So, I was really interested to see this paper appearing on my radar: “Limited conservation efficacy of large-scale marine protected areas for Pacific skipjack and bigeye tunas Particularly because I know and immensely respect 3 of the authors, John Hampton and Simon Nicol, both are top scientists at SPC and know the pacific very well (I know about joe, Patrick and Inna but never met them) But crucially I’m verty pleased to see my friend and colleague Kaon Tiamere that is the Acting Director of the Licensing and Compliance Division at the Kiribati MFMRD.

They did not only dig deep into PIPA data but also analysed the likely tuna conservation efficacy of several much larger hypothetical MPAs, each constituting around 33% of the WCPO ocean area. While these larger areas may have a slightly greater impact on tuna stock conservation than the PIPA, and may also be targeted at a much broader range of conservation outcomes, the study concluded that they were unlikely to be effective frontline fisheries management tools for tropical tuna

This paper is crucial reading (in my humble opinion) for those pushing for massive MAPs for pelagic regions, so please read the original

Before I dive into the paper, I like to quote the words of my 3 friends on the SPC release on this paper. Crucial are Kaon’s words as a good antidote to the “white saviourism” of many in the rich environmental NGO world... “Kiribati MFMRD has been concerned that, over the past eight years, the PIPA closure has been negatively impacting Kiribati foreign tuna vessel licence fee revenue which is a critical source of income for Kiribati.
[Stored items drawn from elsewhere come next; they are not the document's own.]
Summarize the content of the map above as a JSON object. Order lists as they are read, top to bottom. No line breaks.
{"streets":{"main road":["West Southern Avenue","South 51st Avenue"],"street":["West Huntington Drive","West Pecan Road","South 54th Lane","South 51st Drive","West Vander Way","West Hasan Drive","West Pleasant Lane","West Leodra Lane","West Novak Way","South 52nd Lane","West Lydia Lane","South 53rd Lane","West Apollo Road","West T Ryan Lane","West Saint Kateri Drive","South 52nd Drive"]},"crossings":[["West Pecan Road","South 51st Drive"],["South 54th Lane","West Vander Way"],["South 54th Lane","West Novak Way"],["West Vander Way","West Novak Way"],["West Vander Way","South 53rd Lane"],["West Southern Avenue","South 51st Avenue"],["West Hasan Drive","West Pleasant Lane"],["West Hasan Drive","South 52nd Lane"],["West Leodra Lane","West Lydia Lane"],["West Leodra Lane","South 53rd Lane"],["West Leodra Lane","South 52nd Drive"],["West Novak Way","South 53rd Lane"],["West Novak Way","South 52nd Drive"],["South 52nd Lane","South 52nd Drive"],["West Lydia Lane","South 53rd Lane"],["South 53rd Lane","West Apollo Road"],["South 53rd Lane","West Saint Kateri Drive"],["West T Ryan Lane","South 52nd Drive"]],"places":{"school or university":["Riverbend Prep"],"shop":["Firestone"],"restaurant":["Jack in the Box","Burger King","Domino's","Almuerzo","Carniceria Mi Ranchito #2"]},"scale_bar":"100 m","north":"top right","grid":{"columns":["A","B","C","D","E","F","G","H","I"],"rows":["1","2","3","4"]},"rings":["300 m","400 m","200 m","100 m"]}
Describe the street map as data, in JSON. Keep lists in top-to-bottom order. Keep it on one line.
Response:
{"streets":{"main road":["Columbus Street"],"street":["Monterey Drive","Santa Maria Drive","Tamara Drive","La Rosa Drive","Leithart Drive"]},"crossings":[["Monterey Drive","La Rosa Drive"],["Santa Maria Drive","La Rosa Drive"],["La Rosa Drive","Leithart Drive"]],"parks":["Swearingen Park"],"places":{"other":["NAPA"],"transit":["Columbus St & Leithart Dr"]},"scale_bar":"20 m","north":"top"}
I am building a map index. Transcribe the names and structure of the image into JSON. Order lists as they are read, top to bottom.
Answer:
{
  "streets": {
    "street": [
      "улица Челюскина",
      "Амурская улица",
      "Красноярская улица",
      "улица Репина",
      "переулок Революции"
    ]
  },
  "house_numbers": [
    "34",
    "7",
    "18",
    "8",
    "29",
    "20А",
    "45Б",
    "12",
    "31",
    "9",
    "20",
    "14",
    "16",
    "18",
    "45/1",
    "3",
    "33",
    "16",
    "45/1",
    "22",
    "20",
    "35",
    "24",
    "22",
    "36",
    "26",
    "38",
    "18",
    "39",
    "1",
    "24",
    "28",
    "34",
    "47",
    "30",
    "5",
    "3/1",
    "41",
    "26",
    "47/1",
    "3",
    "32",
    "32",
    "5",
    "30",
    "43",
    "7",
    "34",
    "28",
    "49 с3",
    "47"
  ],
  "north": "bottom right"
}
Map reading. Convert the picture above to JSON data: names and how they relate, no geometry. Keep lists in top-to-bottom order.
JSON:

These losses are difficult to justify if, as these new analyses suggest, there is little tuna conservation benefit resulting from the PIPA. The Government has decided to re-open the PIPA to tuna fishing from January 2023, and that decision is supported by the results of this work.”

Simon Nicol, Principal Fisheries Scientist (Fisheries & Ecosystem Monitoring & Analysis): “large MPAs like these may provide benefits where fisheries exploit fairly sedentary species and impact habitats but provide only modest contributions to conserving stock-wide abundance of tuna. Additionally, they can disrupt benefits to Pacific Island countries with processing and service industries, whose competitive advantage relies on their proximity to fishing grounds for the vessels that supply their canneries or use their transhipment and service facilities”.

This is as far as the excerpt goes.